First, it should be noted that no one who has followed David’s groundbreaking and taboo-challenging career should be surprised by his SNL monologue. In his 1999 hour-long special for HBO, David had a line about admiring Hitler because “he wouldn’t take any shit from magicians.” The show he co-created with Jerry Seinfeld was literally responsible for mainstreaming Nazi as a descriptor (viz., “soup”). And Curb, the show that bears his auteur imprint most fully, started its run with Larry calling his wife “Hitler” in the pilot, and only went further from there.
In one episode, Larry, who’s the co-owner of a restaurant, continues to employ an obscenity-screeching chef with Tourette syndrome out of the mistaken belief that he had spent time in a concentration camp. (What Larry thought was his tattoo turned out to be a lottery number the chef had written on his arm.) In another episode, viewers are treated to a dinner scene where a Holocaust survivor faces off against a contestant from the reality competition show Survivor. Throw in the season-long arc where Larry stars in a Broadway production of that seminal work of American Holocaust humor, Mel Brooks’s 1967 film The Producers, and you realize just how much space Curb has devoted to the topic.
But it’s instructive to look at the differences between David’s and Brooks’s approaches. A World War II veteran, Brooks created a work that was aggressive, pugnacious, and anti-anti-Semitic: He’s said on many occasions that his reason for portraying the Nazis was in order to cut them down to size. Nonetheless, the original Producers movie is at its core all about the issue of whether or not an audience would accept a work like The Producers and the kind of comedy it offered. Consider the reactions of the horrified audience at the premiere of Springtime for Hitler, the fictional musical at heart of the story: Only when viewers realize the show is mocking, rather than sympathizing with, its subject (“It’s funny!” someone calls out) can it be accepted and become a hit. In short, Brooks’s film employs the Holocaust for reasons the Anti-Defamation League would find acceptable, even if the group might disagree with the methods.
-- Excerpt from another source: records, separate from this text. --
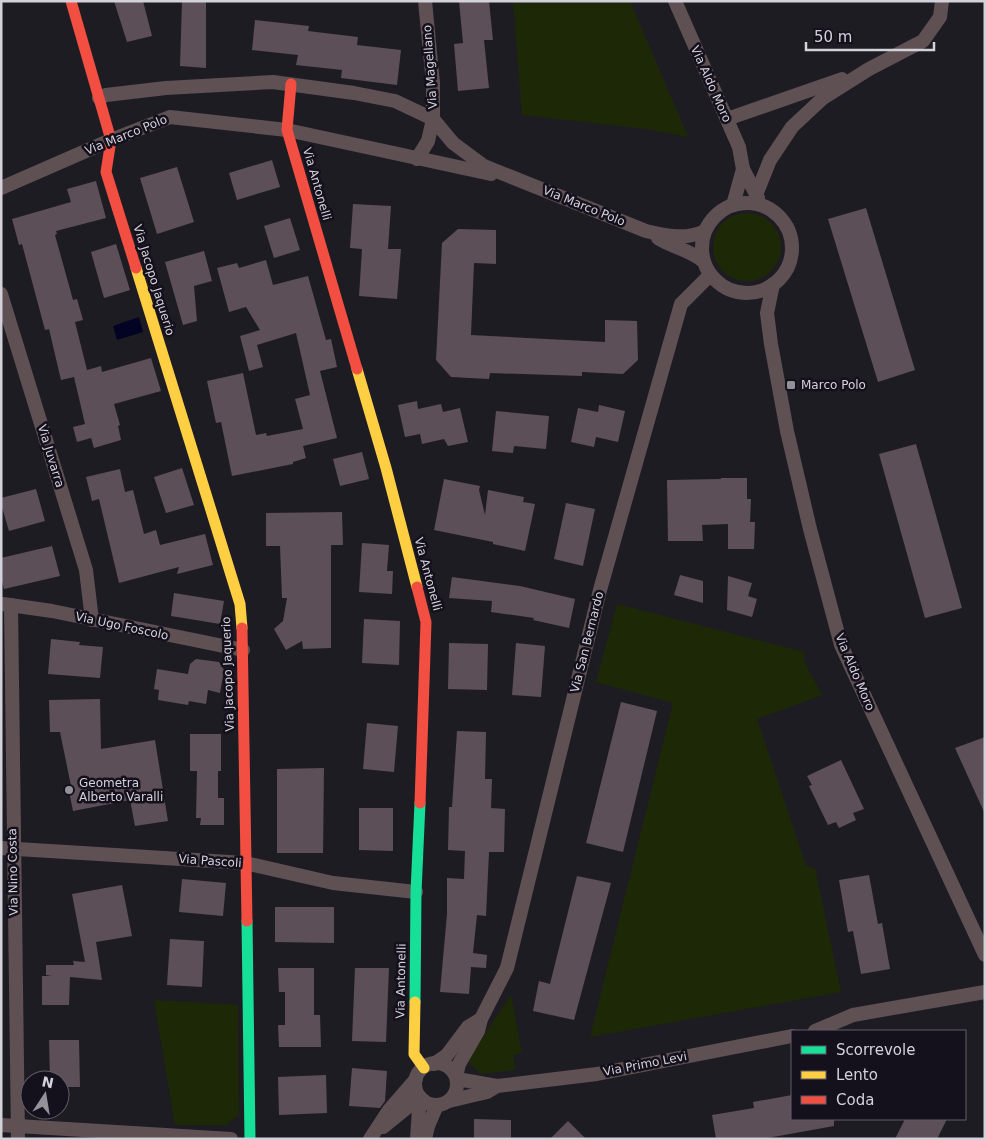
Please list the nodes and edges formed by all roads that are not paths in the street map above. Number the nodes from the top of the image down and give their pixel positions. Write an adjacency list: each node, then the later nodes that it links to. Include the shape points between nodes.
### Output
1 (71, 1): 7 (street)
2 (425, 1): 8 (street, Via Magellano)
3 (675, 1): 9 (street, Via Aldo Moro)
4 (942, 1): 5 (street, via 940,17 923,41)
5 (869, 69): 9 (street); 16 (street, via 823,98 792,127 770,160)
6 (291, 84): 7 (street, Via Marco Polo, via 273,82 166,88); 8 (street, Via Marco Polo, via 395,101); 10 (street)
7 (99, 98): 11 (street)
8 (433, 119): 12 (street, Via Magellano, via 428,141); 14 (street, Via Marco Polo, via 453,143 484,166)
9 (727, 119): 13 (street, Via Aldo Moro, via 739,147)
10 (287, 130): 11 (street, Via Marco Polo, via 170,117); 12 (street, Via Marco Polo); 31 (street, Via Antonelli, via 386,468 426,622)
11 (111, 140): 15 (street, Via Marco Polo); 28 (street, Via Jacopo Jaquerio, via 106,172 240,604)
12 (417, 159): 14 (street, Via Marco Polo)
13 (743, 169): 16 (street, Via Aldo Moro); 17 (street, Via Aldo Moro)
14 (521, 180): 18 (street, Via Marco Polo)
15 (1, 188)
16 (759, 200): 17 (street); 22 (street, via 784,221 790,234 790,262)
17 (733, 205): 19 (street, via 721,210)
18 (646, 231): 19 (street, Via Marco Polo, via 670,237 696,235); 20 (street, Via Marco Polo)
19 (704, 231): 20 (street)
20 (703, 261): 21 (street)
21 (710, 275): 23 (street, via 733,291); 34 (street, Via San Bernardo, via 681,304 600,590 507,968)
22 (774, 284): 23 (street, via 761,291); 25 (street, Via Aldo Moro)
23 (747, 293): 25 (street)
24 (1, 294): 27 (street, Via Juvarra, via 86,570)
25 (767, 313): 32 (street, Via Aldo Moro, via 787,430 841,645)
26 (6, 605): 27 (street, Via Ugo Foscolo); 29 (street, Via Nino Costa)
27 (92, 620): 28 (street, Via Ugo Foscolo)
28 (243, 650): 30 (street, Via Jacopo Jaquerio)
29 (7, 849): 30 (street, Via Pascoli); 43 (street, Via Nino Costa)
30 (245, 863): 31 (street, Via Pascoli, via 333,883); 46 (street, Via Jacopo Jaquerio)
31 (416, 892): 37 (street, Via Antonelli, via 414,1054)
32 (985, 955)
33 (985, 992): 35 (street, via 853,1015)
34 (481, 1019): 37 (street, Via San Bernardo, via 468,1027 447,1054); 38 (street, Via San Bernardo, via 478,1031 459,1064)
35 (817, 1030)
36 (791, 1036): 39 (street, Via Primo Levi, via 597,1074)
37 (424, 1070): 38 (street, via 443,1064); 40 (street, via 415,1086); 44 (street, Via San Bernardo, via 389,1110)
38 (456, 1078): 39 (street, Via Primo Levi); 41 (street, via 456,1093)
39 (497, 1086): 41 (street, Via Primo Levi, via 487,1092)
40 (421, 1099): 41 (street, via 426,1103); 44 (street); 47 (street)
41 (443, 1103): 48 (street, via 428,1126)
42 (1, 1125): 43 (street)
43 (18, 1132): 45 (street)
44 (372, 1136)
45 (232, 1139)
46 (250, 1139)
47 (417, 1139)
48 (425, 1139)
Morality, of various sorts, pervades varying strains of Holocaust humor, most notably the comedic art produced by those who lived through it. Whatever the truth of David’s remark on Saturday night that “there are no good opening lines in a concentration camp,” there were indisputably jokes swapped in the latrines at Auschwitz and in cabarets in Theresienstadt that may have served the purpose of psychic resistance or resilience. But a part of the reaction to David’s concentration camp joke, perhaps, comes from one of the wellsprings of his uncomfortable comedy: its amorality.
Whether it’s through his Seinfeld alter ego George Costanza or his character on Curb, David thrives on presenting himself as deeply unlikable, a magnet for hostility. Part of that anti-appeal—as seen in countless episodes of Seinfeld and Curb’s “Palestinian Chicken” (in which Larry happily sleeps with a beautiful woman who hurls anti-Semitic abuse at him in bed)—is the David surrogate’s willingness to tolerate debasement if it involves the satiation of his lower desires. Watching these antics is often supremely cringeworthy for viewers, if not for the character himself.